My wife, Kate, has this hormone imbalance thing. A lot of woman do. It caused us a few problems so we decided to see a marriage counselor.
The marriage counselor, Dr. Seesaw, said that woman were from Venus and guys were from Mars. I asked Dr. Seesaw where she got her counseling degree? NASA, maybe?
She laughed. (Why shouldn’t she? She was raking in a hundred bucks an hour to listen to our hormonal problems.) Dr. Seesaw said that this Venus/Mars thing was a metaphor.
Apparently, woman want to talk about problems; men want to solve them. Understanding this single point is the key to all successful male-female relationships. Dr. Seesaw explained that if we wanted to have a good marriage, I should listen to Kate and respect her feelings.

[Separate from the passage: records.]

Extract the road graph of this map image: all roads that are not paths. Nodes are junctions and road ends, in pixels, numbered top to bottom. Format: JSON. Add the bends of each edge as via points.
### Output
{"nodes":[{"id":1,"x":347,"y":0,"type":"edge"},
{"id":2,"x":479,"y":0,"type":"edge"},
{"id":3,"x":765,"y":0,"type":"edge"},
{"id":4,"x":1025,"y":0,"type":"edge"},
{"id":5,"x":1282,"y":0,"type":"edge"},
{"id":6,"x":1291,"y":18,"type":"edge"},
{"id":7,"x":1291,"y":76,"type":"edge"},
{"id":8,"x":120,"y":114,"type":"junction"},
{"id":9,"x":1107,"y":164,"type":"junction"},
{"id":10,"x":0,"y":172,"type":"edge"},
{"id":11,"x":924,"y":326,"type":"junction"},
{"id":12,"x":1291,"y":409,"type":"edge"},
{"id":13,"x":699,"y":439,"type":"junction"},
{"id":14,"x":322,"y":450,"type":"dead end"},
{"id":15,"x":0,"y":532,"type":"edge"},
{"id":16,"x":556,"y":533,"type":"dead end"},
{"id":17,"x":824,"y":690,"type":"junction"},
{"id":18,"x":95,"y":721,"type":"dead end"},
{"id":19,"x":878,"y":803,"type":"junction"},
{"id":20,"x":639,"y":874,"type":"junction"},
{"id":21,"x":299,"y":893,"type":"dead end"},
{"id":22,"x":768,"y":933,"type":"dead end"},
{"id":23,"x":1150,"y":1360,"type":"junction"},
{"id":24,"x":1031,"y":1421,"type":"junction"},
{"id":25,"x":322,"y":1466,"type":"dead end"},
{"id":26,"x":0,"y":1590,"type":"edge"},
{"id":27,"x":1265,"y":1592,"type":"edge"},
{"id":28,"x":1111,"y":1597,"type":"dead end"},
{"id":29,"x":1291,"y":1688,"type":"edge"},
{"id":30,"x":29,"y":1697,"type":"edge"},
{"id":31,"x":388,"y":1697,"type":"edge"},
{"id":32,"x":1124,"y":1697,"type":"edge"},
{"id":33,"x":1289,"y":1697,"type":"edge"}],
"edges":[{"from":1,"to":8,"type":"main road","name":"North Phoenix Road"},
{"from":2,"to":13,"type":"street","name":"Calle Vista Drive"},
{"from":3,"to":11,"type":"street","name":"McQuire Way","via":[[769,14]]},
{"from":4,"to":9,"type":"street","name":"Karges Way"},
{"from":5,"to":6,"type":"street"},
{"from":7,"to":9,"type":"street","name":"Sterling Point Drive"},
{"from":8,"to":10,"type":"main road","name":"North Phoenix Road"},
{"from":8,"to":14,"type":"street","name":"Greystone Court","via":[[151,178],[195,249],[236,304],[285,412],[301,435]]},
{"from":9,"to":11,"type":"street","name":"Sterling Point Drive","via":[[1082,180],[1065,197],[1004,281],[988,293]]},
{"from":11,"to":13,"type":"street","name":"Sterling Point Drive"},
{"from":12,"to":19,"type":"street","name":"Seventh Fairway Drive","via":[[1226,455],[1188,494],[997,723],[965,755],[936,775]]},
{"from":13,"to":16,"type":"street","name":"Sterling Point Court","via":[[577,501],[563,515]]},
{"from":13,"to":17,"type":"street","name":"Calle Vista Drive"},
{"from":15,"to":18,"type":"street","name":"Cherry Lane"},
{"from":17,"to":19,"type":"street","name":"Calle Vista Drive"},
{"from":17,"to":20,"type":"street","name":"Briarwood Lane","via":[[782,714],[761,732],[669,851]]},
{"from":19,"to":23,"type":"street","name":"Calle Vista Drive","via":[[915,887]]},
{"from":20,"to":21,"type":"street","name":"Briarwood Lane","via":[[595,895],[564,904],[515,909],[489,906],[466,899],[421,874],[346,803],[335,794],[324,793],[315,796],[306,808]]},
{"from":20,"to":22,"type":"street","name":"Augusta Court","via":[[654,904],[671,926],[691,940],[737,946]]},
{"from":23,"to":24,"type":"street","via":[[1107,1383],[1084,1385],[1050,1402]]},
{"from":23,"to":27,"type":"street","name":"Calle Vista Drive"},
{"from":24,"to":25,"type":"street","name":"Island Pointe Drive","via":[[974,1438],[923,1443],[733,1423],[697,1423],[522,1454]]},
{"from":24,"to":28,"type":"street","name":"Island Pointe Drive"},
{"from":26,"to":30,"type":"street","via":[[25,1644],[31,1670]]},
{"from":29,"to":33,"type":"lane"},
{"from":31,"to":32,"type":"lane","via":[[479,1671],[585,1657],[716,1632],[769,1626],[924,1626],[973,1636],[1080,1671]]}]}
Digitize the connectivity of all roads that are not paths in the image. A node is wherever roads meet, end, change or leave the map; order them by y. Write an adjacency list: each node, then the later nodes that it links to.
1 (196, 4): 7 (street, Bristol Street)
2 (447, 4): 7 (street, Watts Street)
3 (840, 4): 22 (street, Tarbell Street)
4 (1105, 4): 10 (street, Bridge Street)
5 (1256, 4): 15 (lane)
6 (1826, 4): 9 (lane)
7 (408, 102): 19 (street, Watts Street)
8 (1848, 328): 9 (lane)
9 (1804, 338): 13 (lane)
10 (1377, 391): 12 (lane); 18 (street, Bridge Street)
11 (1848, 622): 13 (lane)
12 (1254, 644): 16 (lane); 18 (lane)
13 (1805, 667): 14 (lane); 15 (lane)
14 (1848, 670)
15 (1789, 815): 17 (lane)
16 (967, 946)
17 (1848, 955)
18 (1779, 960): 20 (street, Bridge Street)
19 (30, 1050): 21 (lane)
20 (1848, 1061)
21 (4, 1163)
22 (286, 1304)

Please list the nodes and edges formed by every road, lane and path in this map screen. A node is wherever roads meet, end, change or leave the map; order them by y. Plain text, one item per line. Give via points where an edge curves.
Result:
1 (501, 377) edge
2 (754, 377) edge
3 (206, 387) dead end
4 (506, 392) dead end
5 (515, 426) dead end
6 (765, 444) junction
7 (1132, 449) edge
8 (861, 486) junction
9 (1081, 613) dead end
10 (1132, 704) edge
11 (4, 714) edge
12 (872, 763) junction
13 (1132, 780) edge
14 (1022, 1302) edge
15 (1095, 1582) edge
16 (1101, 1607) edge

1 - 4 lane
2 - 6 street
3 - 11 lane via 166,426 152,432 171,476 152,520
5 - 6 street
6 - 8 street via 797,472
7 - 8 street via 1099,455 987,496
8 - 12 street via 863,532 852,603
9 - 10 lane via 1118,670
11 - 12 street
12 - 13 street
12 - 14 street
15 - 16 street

This is how it works. Kate might say to me, our bathroom needs painting. Prior to counseling, I would have simply waited for her to leave town and then slapped red or green paint in the john.
Dr. Seesaw said that Kate needs to talk about the colour of the paint with me. Then when we come to an agreement about the colour (which also involves talking about the rest of our home and other important things to women such as the fact that they are not getting fatter even though the bathroom scale says they are) we go onto stage two.
Curiously, stage two is not the actual painting. It’s simply more talking and respecting each other’s feelings. Think of it as painting foreplay. It deals with colour and mood but has nothing to do with getting that can of paint open and dipping your brush into it.
Stage three is way past the painting. Here you learn that although women like to talk about stuff, there’s some stuff that you should never talk about. For example, the hormonal imbalance. (Take my advice: if you ever have an urge to bring up the topic of your wife’s hormonal imbalances, discuss the colour of your bathroom paint instead.) It’s a tough concept for guys to learn, but after they end up sleeping alone a couple of times, they catch on.
I could hardly wait to try out the Mars/Venus approach. Luckily, Kate fell down our stairs.
My first impulse was to call 911 or carry Kate to the car and drive her to the hospital but, thanks to Dr. Seesaw, I switched on my Venus mode. I got right into my wife’s feelings and asked her how she felt.
“I feel my leg is broken,” she said.
“Broken. Well, fancy that. That must feel pretty uncomfortable.”
“It’s very uncomfortable,” said Kate. “My entire leg is throbbing.”
Here’s where I would have made Critical Mistake Two. Before counseling, I would have rushed to the freezer and gotten some ice and put it on Kate’s leg. But I remembered what Dr. Seesaw had said: talk about things. So I said, “What do you think would make your leg feel better?”
“Ice, you damn fool,” said Kate.
“Yeah, but what kind of ice are we talking about?”
“Just ice, get me some ice,” she said.
“Okay, I’ll do that, Honey. Should I put it in a bag or wrap it in a towel?”
“Go to the freezer. Take out the ice. Wrap it in a towel and bring it here now!” she yelled.
“What kind of towel? Paper? Cloth?”
“Cloth. What the hell is wrong with you?”
“Are you absolutely insane?” asked Kate. “Just get me the ice.” She pulled herself up onto a chair but when I tried to help, she attempted to slug me.
This proved Dr. Seesaw was right on the money. Women don’t want their guys doing anything, until they discuss things first. I was learning.
“Stop standing there like a telephone pole and move it! Get me the ice,” screamed Kate.
“I think I’m going to use a blue bathroom towel,” I said.
“You do that.”
I ran off and got a blue towel, but before getting to the freezer I showed the towel to Kate. “Isn’t this a beautiful shade of blue?” I asked.
She had elevated her foot and although the leg was turning black, it didn’t look broken. There was no blood, always a good sign.
“What would you say to painting the bathroom this shade of blue?” I asked, holding up the towel.
“It’d be all right,” she said. “Maybe just a little bit lighter.” Kate gave me a strange look. It was the kind of look she sometimes gave me during our magical honeymoon so many years ago.
“Yeah,” I said. “perhaps on the way to the hospital we could stop at a paint store and pick up some blue colour chips.”
“I don’t need medical attention. Could we go to the paint store together, darling?” asked Kate.
“Absolutely,” I said.
“I don’t know why I love you so much,” said my wife.
The next day I mailed a hundred-dollar cheque to Dr. Seesaw.